Exercise goal:
Provide only the number of lines in the records below that include "then".

[Collected data entries]
───
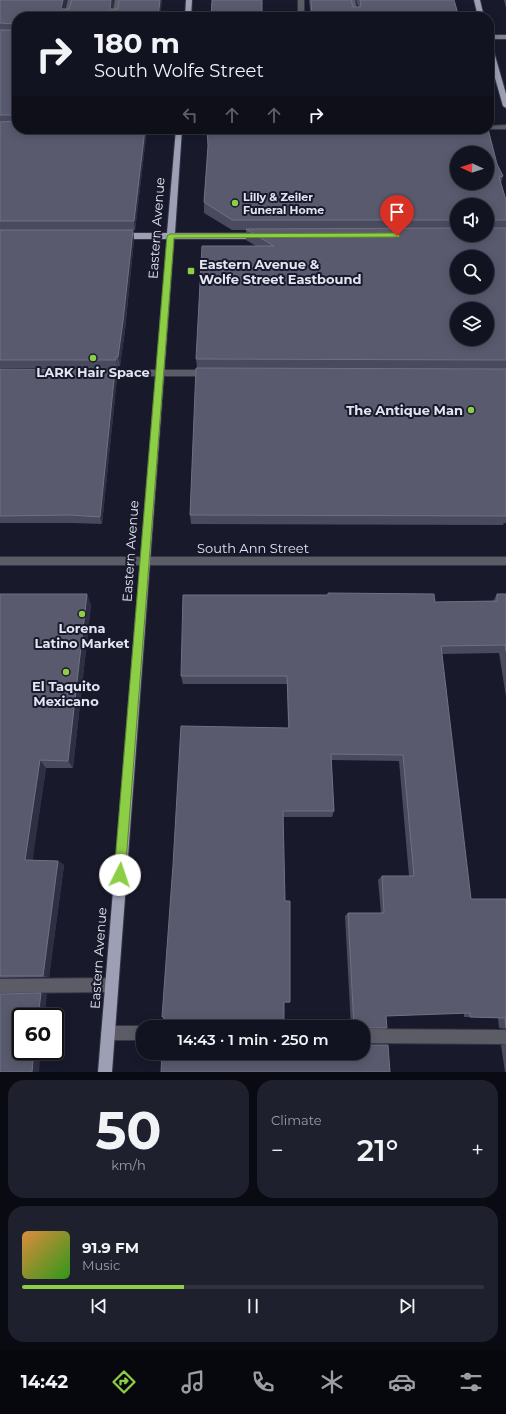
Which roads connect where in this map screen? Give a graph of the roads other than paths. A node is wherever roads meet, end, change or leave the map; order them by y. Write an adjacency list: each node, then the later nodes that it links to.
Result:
1 (71, 0): 7 (street)
2 (118, 0): 8 (street)
3 (189, 0): 9 (main road)
4 (301, 0): 10 (street)
5 (352, 0): 11 (street)
6 (477, 0): 12 (main road)
7 (68, 12)
8 (116, 12)
9 (188, 12)
10 (301, 12)
11 (354, 12)
12 (480, 12)
13 (494, 37): 14 (main road)
14 (506, 37)
15 (494, 63): 16 (main road)
16 (506, 106)
17 (494, 128): 18 (street)
18 (506, 128)
19 (179, 134): 21 (main road, Eastern Avenue)
20 (110, 236): 21 (main road)
21 (170, 236): 22 (main road); 24 (main road, Eastern Avenue)
22 (272, 236)
23 (96, 373): 24 (street)
24 (160, 373): 25 (street); 28 (main road, Eastern Avenue)
25 (215, 373)
26 (0, 561): 28 (street, South Ann Street)
27 (506, 561): 28 (street, South Ann Street)
28 (144, 562): 29 (main road, Eastern Avenue)
29 (111, 985): 30 (street); 31 (main road, Eastern Avenue)
30 (0, 986)
31 (108, 1033): 32 (street); 35 (main road, Eastern Avenue)
32 (136, 1033)
33 (370, 1036): 34 (street)
34 (506, 1037)
35 (104, 1072)

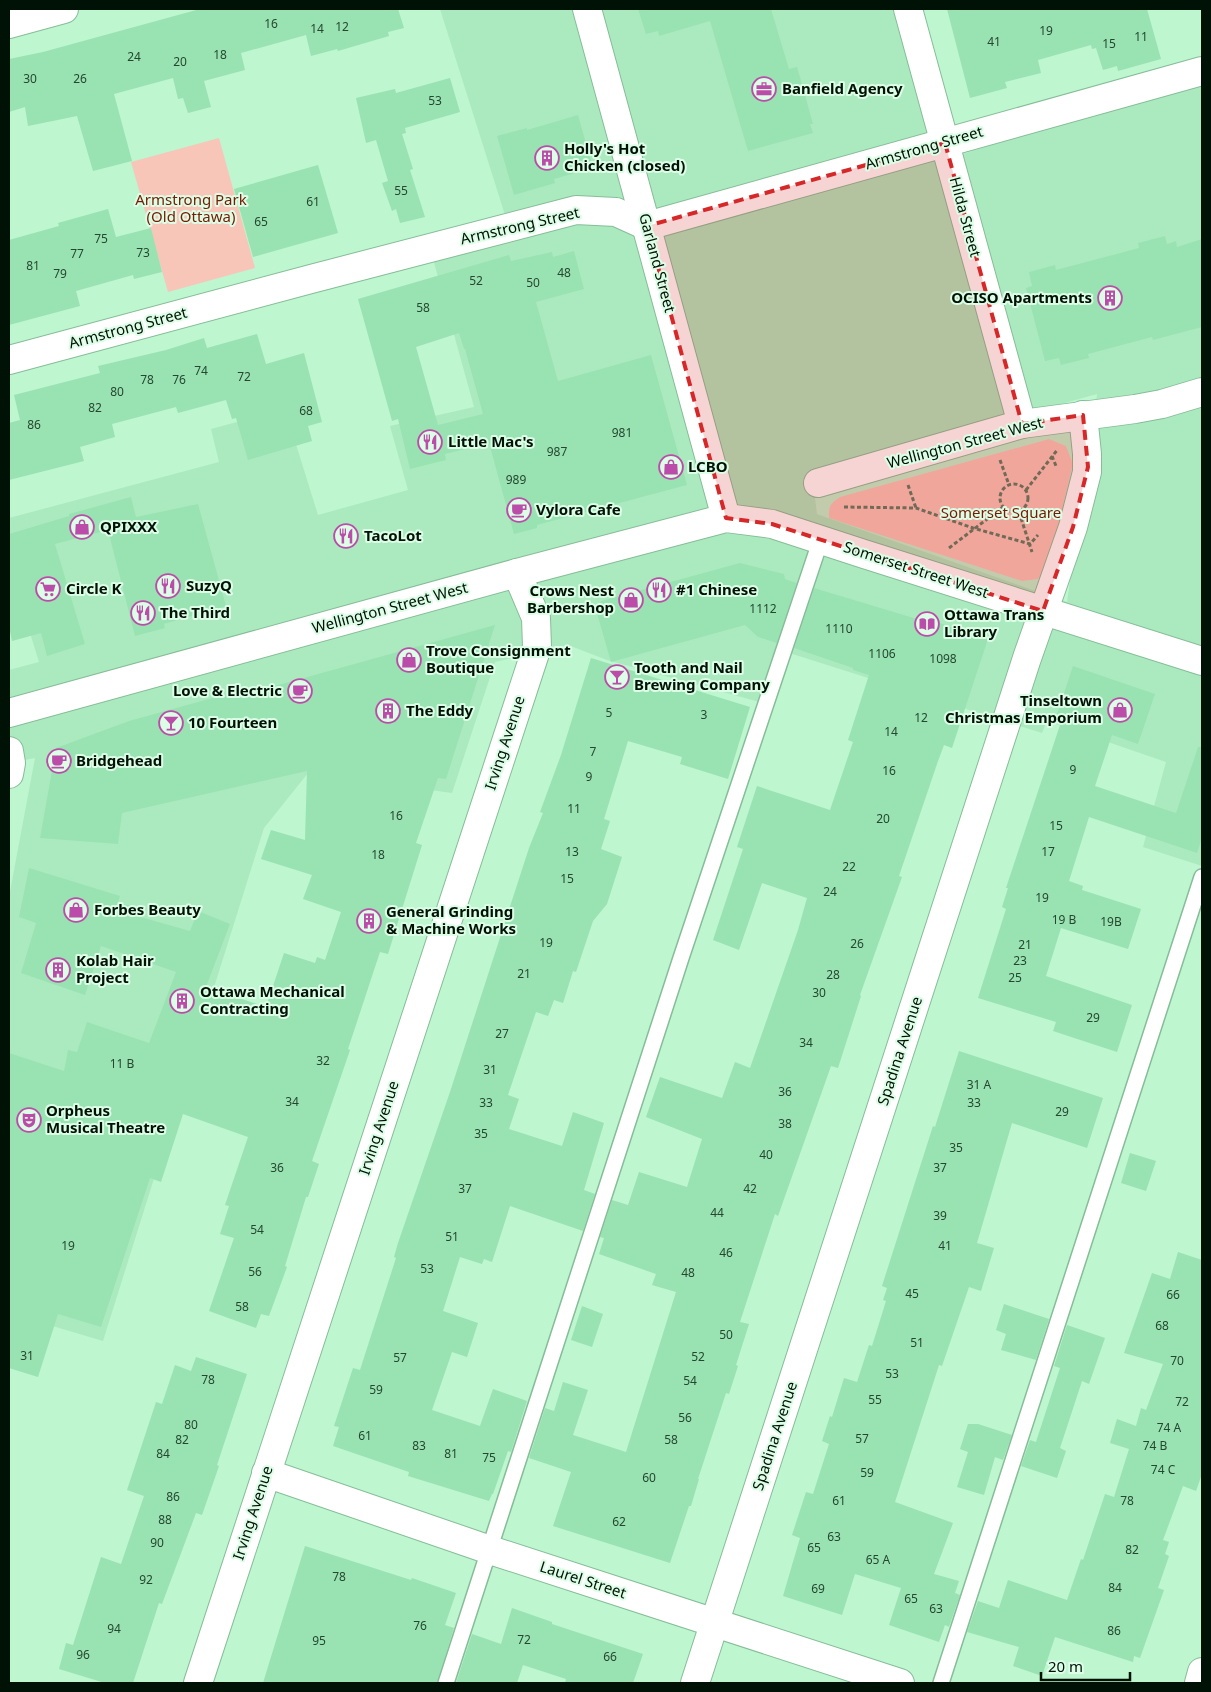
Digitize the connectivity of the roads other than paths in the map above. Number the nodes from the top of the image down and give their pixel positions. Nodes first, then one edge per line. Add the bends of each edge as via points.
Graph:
1 (64, 9) edge
2 (587, 9) edge
3 (908, 9) edge
4 (9, 24) edge
5 (1202, 71) edge
6 (944, 142) junction
7 (647, 226) junction
8 (9, 360) edge
9 (1202, 392) edge
10 (1083, 415) junction
11 (1022, 424) junction
12 (818, 483) dead end
13 (726, 518) junction
14 (772, 524) joint
15 (821, 539) junction
16 (517, 573) junction
17 (1043, 611) junction
18 (1202, 661) edge
19 (9, 713) edge
20 (9, 751) edge
21 (9, 774) edge
22 (1202, 877) edge
23 (266, 1473) junction
24 (490, 1550) junction
25 (715, 1622) junction
26 (1202, 1672) edge
27 (198, 1683) edge
28 (446, 1683) edge
29 (695, 1683) edge
30 (900, 1683) edge
31 (941, 1683) edge
32 (1198, 1683) edge

1 - 4 street
2 - 7 street, Garland Street
3 - 6 street, Hilda Street
5 - 6 street, Armstrong Street
6 - 7 street, Armstrong Street
6 - 11 street, Hilda Street
7 - 8 street, Armstrong Street via 616,212 576,210
7 - 13 street, Garland Street
9 - 10 street, Wellington Street West via 1135,409
10 - 11 street, Wellington Street West
10 - 17 street, Spadina Avenue via 1087,472 1073,527
11 - 12 street, Wellington Street West
13 - 14 street, Wellington Street West
13 - 16 street, Wellington Street West
14 - 15 street, Somerset Street West
15 - 17 street, Somerset Street West
15 - 24 lane via 681,958
16 - 19 street, Wellington Street West
16 - 23 street, Irving Avenue via 536,618 537,647
17 - 18 street, Somerset Street West
17 - 25 street, Spadina Avenue
20 - 21 street
22 - 31 lane
23 - 24 street, Laurel Street
23 - 27 street, Irving Avenue
24 - 25 street, Laurel Street
24 - 28 lane
25 - 29 street, Spadina Avenue
25 - 30 street, Laurel Street
26 - 32 street

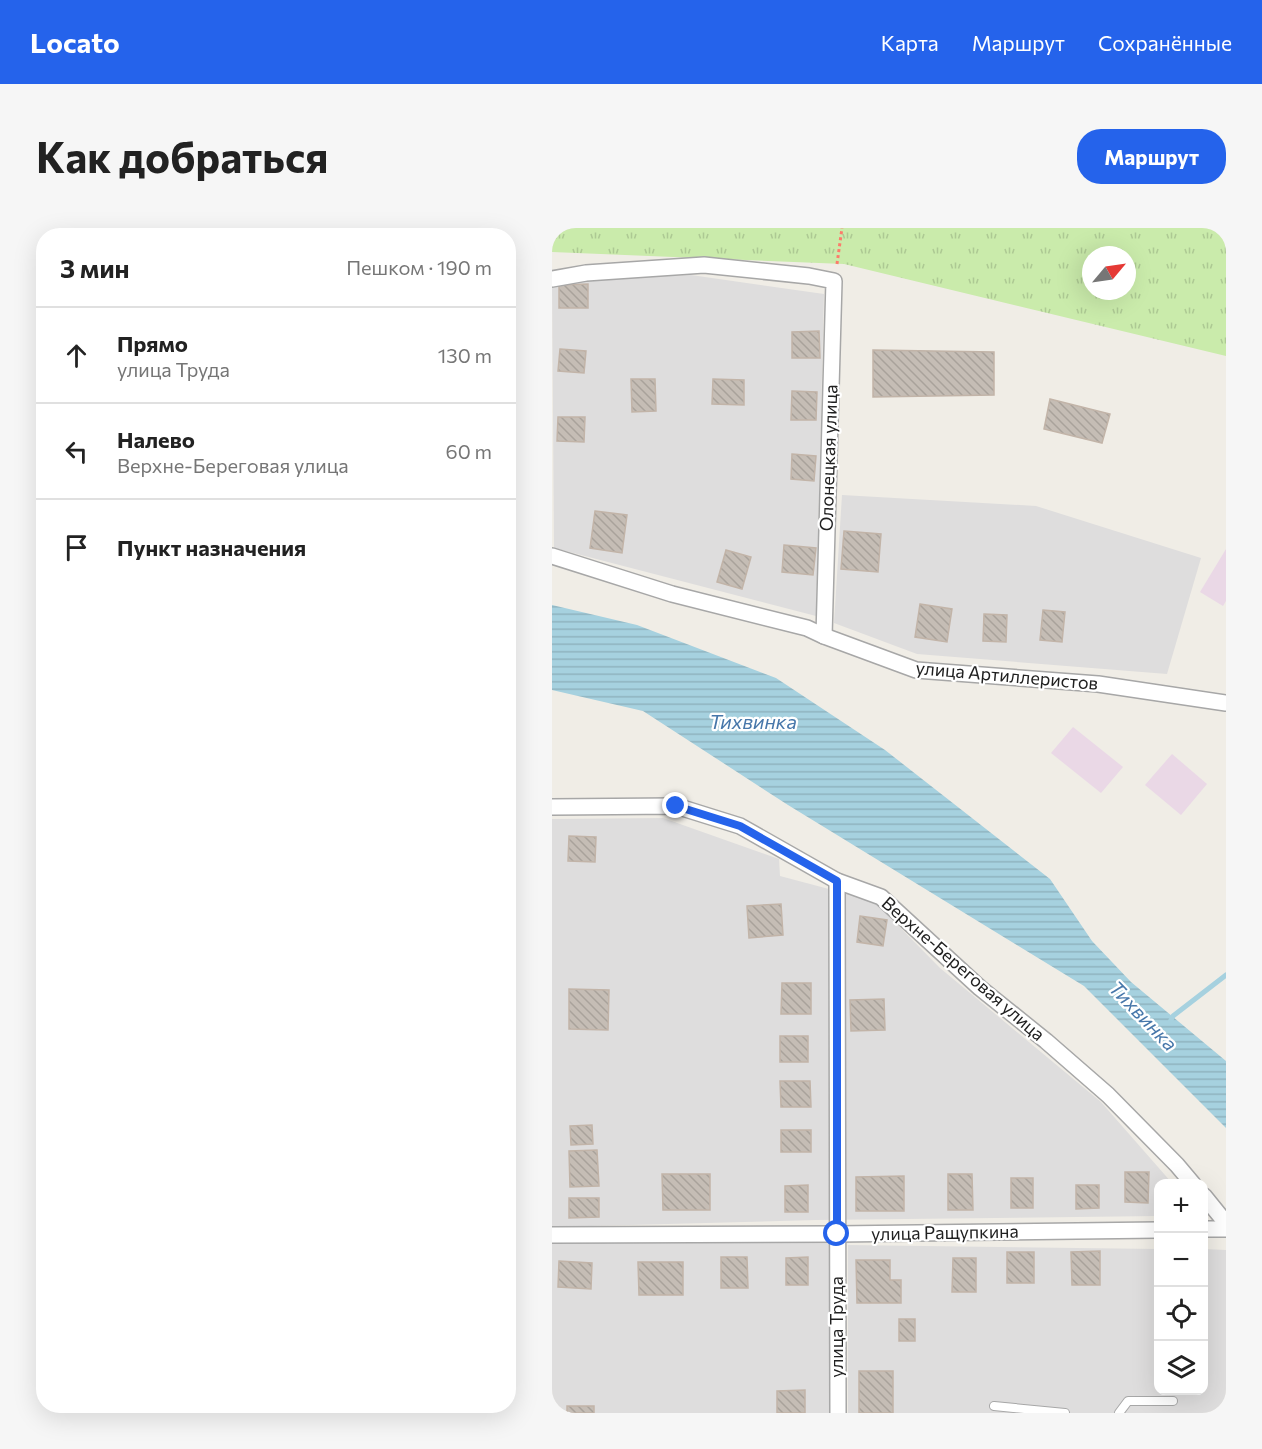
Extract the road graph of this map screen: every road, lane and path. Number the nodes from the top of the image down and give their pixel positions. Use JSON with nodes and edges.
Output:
───
Answer below:
2